Ne dirait-on pas d'un saint François de Sales, attendrissant, dénudant, et, si j'ose dire, désintellectualisant, ad usum Delphini, à l'usage des enfants de Dieu, la méthode plus austère et, en apparence du moins, plus compliquée de saint Ignace ? Passons maintenant au pseudo-Denis, lequel n'était sans doute attendu de personne. Le génie a de ces bonds.
Dieu veut que nous agissions avec lui selon les conditions de notre nature. Or nous sommes tellement faits que notre imagination est libre et par son mouvement, va d'un objet à l'autre, comme un oiseau qui a la liberté de voler d'arbre en arbre... La contrainte de l'imagination et la violence qu'on lui fait pour l'arrêter est ce qui rend l'oraison fâcheuse. Si, dans mon oraison, je pouvais souffrir cette liberté de mon imagination, sans préjudice du respect que je dois à Dieu, mon âme ne serait point gênée ; elle serait en paix.

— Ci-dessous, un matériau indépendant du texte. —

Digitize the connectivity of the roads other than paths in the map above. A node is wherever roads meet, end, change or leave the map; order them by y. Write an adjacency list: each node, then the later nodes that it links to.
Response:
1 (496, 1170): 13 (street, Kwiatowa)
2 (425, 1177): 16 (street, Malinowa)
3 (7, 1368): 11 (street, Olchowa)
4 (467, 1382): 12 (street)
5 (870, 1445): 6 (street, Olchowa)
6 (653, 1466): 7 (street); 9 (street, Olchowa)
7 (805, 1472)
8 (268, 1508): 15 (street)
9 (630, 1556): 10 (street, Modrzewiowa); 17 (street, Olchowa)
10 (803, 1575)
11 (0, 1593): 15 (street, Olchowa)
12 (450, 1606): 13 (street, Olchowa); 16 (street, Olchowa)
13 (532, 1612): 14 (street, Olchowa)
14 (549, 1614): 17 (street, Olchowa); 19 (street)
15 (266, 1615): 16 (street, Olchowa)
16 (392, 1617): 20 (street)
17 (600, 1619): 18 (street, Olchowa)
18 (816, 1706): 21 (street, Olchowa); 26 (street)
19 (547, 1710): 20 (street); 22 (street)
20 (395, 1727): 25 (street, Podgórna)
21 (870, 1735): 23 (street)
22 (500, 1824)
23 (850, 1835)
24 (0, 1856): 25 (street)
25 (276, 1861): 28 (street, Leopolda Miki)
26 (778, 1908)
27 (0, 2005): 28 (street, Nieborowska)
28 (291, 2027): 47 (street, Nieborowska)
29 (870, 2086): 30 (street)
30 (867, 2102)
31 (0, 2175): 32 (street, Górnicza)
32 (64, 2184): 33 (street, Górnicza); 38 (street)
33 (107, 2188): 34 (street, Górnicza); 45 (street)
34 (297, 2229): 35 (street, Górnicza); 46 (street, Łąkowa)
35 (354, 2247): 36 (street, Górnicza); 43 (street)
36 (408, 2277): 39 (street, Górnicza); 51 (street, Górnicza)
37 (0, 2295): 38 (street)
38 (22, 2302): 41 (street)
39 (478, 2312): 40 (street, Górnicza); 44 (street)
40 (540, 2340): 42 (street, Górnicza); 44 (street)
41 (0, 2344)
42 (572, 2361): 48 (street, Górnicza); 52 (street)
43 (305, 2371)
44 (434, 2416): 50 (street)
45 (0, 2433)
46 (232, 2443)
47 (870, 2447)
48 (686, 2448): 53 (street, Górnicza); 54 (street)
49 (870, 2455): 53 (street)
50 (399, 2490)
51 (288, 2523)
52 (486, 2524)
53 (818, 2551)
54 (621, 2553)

A ce point, comment ne pas froncer le sourcil? Où nous mène-t-il? N'a-t-il pas l'air de préparer un coup d'état? Jusqu'ici l'on nous avait dit de tenir la bride serrée à notre imagination. Saint Ignace propose de menues recettes, destinées à enchaîner cette faculté volage, la composition de lieu, par exemple. Ce jésuite osera-t-il briser les chaînes traditionnelles, rendre à l'imagination la liberté de ses caprices? Oui certes, mais appuyé sur la métaphysique du pseudo-Denis.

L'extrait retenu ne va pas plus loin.